• **What is expected**
Copy the data exactly. Images are the one exception.

• **Data to process**
************

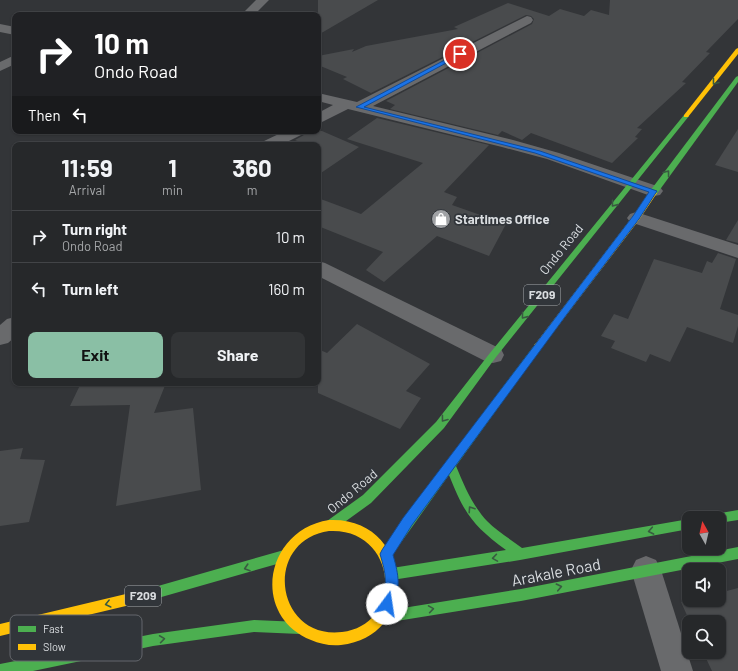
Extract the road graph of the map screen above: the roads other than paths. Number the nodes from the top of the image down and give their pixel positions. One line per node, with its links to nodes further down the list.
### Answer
1 (263, 0): 2 (street)
2 (250, 12)
3 (527, 20): 11 (street)
4 (0, 28): 5 (street)
5 (12, 30)
6 (738, 50): 15 (main road, Ondo Road / F209, one-way to 15)
7 (12, 61): 8 (street)
8 (0, 67)
9 (738, 78): 16 (main road, F209, one-way to 9)
10 (321, 98): 11 (street)
11 (352, 106): 12 (street); 15 (street)
12 (321, 118)
13 (291, 134): 14 (street)
14 (274, 142)
15 (631, 183): 16 (street); 22 (main road, Ondo Road / F209, one-way to 22)
16 (654, 191): 17 (main road, F209)
17 (636, 218): 18 (street); 23 (main road, F209)
18 (738, 252)
19 (321, 269): 22 (street)
20 (12, 327): 21 (street)
21 (0, 337)
22 (493, 355): 26 (main road, Ondo Road / F209, one-way to 26)
23 (450, 465): 29 (main road, F209); 30 (main road, one-way to 23)
24 (738, 515): 25 (main road)
25 (726, 517)
26 (331, 525): 29 (main road, F209); 31 (main road, F209)
27 (682, 525): 30 (main road, Arakale Road, one-way to 30)
28 (738, 553): 32 (main road, Arakale Road)
29 (386, 554): 33 (main road, F209)
30 (520, 554): 33 (main road, Arakale Road, one-way to 33)
31 (284, 556): 34 (main road, F209, one-way to 34); 37 (main road, F209)
32 (646, 570): 35 (main road, Arakale Road, one-way to 32); 42 (street)
33 (392, 574): 35 (main road, F209)
34 (66, 615)
35 (378, 618): 37 (main road, F209)
36 (10, 628): 38 (main road, F209, one-way to 38)
37 (300, 628): 39 (main road, F209, one-way to 37)
38 (0, 630)
39 (142, 643)
40 (50, 661): 41 (main road, F209, one-way to 40)
41 (0, 671)
42 (677, 671)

************

• **Result**
Extract the road graph of the map screen above: the roads other than paths. Number the nodes from the top of the image down and give their pixel positions. One line per node, with its links to nodes further down the list.
### Answer
1 (263, 0): 2 (street)
2 (250, 12)
3 (527, 20): 11 (street)
4 (0, 28): 5 (street)
5 (12, 30)
6 (738, 50): 15 (main road, Ondo Road / F209, one-way to 15)
7 (12, 61): 8 (street)
8 (0, 67)
9 (738, 78): 16 (main road, F209, one-way to 9)
10 (321, 98): 11 (street)
11 (352, 106): 12 (street); 15 (street)
12 (321, 118)
13 (291, 134): 14 (street)
14 (274, 142)
15 (631, 183): 16 (street); 22 (main road, Ondo Road / F209, one-way to 22)
16 (654, 191): 17 (main road, F209)
17 (636, 218): 18 (street); 23 (main road, F209)
18 (738, 252)
19 (321, 269): 22 (street)
20 (12, 327): 21 (street)
21 (0, 337)
22 (493, 355): 26 (main road, Ondo Road / F209, one-way to 26)
23 (450, 465): 29 (main road, F209); 30 (main road, one-way to 23)
24 (738, 515): 25 (main road)
25 (726, 517)
26 (331, 525): 29 (main road, F209); 31 (main road, F209)
27 (682, 525): 30 (main road, Arakale Road, one-way to 30)
28 (738, 553): 32 (main road, Arakale Road)
29 (386, 554): 33 (main road, F209)
30 (520, 554): 33 (main road, Arakale Road, one-way to 33)
31 (284, 556): 34 (main road, F209, one-way to 34); 37 (main road, F209)
32 (646, 570): 35 (main road, Arakale Road, one-way to 32); 42 (street)
33 (392, 574): 35 (main road, F209)
34 (66, 615)
35 (378, 618): 37 (main road, F209)
36 (10, 628): 38 (main road, F209, one-way to 38)
37 (300, 628): 39 (main road, F209, one-way to 37)
38 (0, 630)
39 (142, 643)
40 (50, 661): 41 (main road, F209, one-way to 40)
41 (0, 671)
42 (677, 671)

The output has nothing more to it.